Clinton’s 1994 omnibus crime bill included the federal “three strikes” provision, mandating life sentences for criminals convicted of a violent felony after two or more prior convictions, including drug crimes.

According to Families Against Mandatory Minimums (FAMM), “These inflexible, ‘one-size-fits-all’ sentencing laws may seem like a quick-fix solution for crime, but they undermine justice by preventing judges from fitting the punishment to the individual and the circumstances of their offenses.” FAMM’s assertions are backed up by sound evidence, and there is a growing consensus that the laws have caused America’s incarceration rate to reach number one in the world.

Even more egregiously, those convicted are disproportionately African-American males, a fact fleshed out by Michelle Alexander in her book The New Jim Crow. 

“In the era of colorblindness, it is no longer socially permissible to use race, explicitly, as a justification for discrimination, exclusion, and social contempt. So we don’t,” she wrote. “Rather than rely on race, we use our criminal justice system to label people of color criminals and then engage in all the practices we supposedly left behind.”

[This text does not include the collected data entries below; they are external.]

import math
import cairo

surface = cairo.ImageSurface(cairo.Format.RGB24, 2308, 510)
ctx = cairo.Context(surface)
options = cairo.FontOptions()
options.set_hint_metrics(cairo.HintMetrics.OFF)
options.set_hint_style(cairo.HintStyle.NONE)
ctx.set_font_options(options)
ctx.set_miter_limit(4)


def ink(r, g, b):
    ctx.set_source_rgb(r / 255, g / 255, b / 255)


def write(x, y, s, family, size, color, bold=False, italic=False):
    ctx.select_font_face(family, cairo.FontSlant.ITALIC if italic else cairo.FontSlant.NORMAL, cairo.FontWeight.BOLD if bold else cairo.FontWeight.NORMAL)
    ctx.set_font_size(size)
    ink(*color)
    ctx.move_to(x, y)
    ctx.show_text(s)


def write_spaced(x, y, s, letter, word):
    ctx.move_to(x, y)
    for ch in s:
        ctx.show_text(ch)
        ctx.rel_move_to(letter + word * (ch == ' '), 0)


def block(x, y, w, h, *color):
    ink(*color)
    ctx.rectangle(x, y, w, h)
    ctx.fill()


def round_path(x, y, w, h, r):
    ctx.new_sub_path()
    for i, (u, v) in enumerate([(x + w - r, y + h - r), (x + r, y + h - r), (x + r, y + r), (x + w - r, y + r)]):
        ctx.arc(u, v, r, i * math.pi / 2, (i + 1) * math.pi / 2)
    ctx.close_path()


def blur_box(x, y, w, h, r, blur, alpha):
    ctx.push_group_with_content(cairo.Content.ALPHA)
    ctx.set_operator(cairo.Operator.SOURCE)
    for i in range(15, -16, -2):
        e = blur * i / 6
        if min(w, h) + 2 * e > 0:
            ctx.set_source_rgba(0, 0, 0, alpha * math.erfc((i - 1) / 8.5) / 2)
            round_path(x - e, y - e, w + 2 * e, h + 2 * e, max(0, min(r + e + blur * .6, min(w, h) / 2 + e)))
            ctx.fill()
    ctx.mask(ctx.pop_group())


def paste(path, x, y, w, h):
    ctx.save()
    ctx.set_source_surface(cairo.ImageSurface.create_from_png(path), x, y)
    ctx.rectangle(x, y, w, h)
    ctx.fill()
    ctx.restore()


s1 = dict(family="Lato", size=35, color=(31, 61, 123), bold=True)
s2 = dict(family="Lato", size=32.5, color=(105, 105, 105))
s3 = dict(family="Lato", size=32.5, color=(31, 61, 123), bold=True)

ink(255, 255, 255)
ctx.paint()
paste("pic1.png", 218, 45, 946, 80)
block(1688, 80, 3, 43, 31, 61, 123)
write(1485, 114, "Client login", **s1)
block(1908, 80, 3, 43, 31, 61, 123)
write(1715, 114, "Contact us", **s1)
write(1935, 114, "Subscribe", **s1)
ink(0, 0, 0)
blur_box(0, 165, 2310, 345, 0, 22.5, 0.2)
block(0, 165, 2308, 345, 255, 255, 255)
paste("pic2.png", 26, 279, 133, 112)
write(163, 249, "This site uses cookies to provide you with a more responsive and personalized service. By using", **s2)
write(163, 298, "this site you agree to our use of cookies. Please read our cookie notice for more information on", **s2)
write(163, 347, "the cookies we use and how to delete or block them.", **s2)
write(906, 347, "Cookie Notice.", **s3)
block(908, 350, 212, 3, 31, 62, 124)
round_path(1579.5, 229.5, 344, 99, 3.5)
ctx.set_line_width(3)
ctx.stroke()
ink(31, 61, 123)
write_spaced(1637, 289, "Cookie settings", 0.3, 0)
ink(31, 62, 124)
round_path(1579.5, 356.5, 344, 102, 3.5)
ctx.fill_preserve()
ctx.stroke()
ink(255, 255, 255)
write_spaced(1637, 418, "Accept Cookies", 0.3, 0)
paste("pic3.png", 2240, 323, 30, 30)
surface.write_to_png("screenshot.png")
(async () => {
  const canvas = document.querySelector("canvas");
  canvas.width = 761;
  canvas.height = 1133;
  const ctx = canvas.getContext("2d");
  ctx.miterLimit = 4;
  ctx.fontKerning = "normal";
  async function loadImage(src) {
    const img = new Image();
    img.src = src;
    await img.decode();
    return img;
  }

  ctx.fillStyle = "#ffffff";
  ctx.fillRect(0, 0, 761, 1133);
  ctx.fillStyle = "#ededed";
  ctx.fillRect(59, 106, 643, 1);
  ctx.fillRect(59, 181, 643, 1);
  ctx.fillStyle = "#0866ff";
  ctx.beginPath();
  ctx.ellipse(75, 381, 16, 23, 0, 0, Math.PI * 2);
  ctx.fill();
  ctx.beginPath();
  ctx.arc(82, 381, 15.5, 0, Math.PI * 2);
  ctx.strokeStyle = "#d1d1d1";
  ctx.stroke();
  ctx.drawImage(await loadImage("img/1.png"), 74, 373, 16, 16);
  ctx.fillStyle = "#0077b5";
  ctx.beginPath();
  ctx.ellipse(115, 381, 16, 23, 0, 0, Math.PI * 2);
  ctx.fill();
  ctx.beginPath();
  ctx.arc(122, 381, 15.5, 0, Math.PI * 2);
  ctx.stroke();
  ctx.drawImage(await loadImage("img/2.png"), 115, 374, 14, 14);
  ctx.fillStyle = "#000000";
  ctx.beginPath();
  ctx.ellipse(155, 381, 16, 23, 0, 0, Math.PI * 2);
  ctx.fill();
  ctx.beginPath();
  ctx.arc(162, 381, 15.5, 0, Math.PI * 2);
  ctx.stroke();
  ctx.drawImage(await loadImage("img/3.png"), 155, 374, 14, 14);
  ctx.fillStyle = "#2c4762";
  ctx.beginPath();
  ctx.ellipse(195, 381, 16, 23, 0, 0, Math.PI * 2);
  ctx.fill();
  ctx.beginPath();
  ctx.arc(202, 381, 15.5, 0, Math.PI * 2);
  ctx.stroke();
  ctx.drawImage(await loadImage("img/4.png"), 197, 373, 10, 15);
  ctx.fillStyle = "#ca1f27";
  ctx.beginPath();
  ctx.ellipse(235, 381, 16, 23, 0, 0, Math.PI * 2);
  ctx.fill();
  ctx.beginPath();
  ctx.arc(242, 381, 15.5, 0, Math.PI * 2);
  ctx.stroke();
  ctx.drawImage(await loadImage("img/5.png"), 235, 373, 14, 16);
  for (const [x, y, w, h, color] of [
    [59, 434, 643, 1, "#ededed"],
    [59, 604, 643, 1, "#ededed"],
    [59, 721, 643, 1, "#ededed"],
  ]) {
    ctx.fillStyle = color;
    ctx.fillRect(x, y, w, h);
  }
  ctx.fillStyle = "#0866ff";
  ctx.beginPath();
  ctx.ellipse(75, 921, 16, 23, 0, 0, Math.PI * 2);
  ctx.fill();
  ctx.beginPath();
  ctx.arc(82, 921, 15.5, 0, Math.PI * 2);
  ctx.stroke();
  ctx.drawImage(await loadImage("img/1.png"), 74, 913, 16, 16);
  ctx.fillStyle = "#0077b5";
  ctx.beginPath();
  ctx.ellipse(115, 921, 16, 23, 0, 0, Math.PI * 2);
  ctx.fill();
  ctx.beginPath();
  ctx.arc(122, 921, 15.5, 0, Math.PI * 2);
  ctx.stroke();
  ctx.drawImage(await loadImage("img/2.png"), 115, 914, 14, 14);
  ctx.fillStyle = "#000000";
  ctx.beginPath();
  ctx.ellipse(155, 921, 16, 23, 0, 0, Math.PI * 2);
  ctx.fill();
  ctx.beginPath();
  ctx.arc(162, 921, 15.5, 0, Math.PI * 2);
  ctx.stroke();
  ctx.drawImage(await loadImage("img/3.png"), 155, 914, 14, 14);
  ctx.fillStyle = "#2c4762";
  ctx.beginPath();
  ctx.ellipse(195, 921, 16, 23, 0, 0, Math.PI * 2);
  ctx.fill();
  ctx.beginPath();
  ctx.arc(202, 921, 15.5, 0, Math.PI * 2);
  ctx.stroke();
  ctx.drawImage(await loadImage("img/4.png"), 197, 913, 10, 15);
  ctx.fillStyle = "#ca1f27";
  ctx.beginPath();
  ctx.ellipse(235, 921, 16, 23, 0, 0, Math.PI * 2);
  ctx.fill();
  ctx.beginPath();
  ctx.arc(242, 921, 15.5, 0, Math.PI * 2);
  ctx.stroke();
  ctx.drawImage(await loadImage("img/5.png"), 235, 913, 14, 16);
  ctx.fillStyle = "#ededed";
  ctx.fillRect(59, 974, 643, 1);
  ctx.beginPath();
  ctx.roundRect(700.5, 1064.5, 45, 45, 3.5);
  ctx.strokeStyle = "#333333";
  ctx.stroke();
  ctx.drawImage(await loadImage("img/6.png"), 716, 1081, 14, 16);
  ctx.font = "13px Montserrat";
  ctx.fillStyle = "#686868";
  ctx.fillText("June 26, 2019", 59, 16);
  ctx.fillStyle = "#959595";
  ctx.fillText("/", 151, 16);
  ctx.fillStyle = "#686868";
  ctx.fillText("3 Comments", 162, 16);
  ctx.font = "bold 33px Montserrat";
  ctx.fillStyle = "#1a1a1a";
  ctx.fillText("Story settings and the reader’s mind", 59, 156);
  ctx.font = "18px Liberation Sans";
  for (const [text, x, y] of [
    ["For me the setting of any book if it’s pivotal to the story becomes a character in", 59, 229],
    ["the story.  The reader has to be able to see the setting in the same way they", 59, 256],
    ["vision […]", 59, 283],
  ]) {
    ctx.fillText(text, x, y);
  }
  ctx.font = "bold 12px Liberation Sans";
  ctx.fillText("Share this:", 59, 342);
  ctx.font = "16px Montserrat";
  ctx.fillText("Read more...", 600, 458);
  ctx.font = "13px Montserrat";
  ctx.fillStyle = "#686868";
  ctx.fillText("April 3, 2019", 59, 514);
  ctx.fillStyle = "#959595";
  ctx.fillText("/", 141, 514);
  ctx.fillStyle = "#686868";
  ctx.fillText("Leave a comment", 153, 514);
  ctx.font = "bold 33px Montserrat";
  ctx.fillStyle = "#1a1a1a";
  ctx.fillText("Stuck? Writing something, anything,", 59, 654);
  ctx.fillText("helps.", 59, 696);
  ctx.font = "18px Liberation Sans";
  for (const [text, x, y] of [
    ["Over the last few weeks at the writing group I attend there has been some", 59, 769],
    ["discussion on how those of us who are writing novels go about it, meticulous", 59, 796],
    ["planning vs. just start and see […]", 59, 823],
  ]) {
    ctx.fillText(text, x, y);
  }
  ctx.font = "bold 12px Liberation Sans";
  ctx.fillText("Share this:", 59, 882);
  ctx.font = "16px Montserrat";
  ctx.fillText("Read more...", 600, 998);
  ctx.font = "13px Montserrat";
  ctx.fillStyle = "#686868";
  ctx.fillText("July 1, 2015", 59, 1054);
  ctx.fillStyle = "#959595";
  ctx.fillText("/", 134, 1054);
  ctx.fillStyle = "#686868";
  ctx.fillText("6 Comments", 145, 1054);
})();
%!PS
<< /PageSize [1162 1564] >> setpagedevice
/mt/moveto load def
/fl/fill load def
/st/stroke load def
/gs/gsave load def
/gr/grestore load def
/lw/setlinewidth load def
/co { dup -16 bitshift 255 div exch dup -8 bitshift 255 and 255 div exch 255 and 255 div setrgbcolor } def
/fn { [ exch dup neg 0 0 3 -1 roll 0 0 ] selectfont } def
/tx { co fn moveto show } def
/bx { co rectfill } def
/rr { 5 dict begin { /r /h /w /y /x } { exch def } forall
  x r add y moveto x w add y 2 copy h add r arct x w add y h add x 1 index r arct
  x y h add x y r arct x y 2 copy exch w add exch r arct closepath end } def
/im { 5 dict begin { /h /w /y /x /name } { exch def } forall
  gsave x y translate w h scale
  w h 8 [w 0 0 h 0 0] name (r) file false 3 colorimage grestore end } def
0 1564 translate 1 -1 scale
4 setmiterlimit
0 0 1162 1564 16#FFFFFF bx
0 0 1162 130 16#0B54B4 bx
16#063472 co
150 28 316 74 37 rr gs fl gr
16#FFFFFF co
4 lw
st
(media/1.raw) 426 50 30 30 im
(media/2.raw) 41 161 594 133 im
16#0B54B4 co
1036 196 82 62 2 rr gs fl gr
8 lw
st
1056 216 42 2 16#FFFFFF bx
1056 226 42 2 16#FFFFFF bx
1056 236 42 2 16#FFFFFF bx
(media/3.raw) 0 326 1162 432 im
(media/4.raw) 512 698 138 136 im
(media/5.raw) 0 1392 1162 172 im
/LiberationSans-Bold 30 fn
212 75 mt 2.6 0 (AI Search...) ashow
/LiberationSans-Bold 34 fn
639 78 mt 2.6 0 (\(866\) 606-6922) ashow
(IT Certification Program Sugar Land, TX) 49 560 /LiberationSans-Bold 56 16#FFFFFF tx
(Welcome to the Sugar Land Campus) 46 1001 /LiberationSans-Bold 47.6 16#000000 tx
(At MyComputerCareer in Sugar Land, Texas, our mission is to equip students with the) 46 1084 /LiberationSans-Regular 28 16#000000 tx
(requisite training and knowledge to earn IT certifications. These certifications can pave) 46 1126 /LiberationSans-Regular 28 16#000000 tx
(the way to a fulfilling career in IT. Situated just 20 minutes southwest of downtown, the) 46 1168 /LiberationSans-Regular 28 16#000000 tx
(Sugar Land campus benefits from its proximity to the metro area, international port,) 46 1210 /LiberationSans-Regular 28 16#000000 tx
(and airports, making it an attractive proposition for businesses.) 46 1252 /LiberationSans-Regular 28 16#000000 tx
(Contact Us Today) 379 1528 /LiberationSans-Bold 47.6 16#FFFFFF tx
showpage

While many poor citizens are sitting behind bars for victimless drug crimes, Hillary is without so much as a court date. That is not progressivism; that is elitism and the true definition of privilege that liberals constantly rail against. This is the sort of favoritism the founders  warned against when they wrote “no title of nobility shall be granted by the United States,” in the very first article of the Constitution.

In this case – as in many others – liberals are hypocrites, favoring the privilege of a wealthy powerful person when it suits their political goals. It is as disgusting an application of Machiavellian ethics as I have ever seen.

So, please: spare me the social justice warrior spiel. It is very hard to take liberals seriously when they defend situations such as this.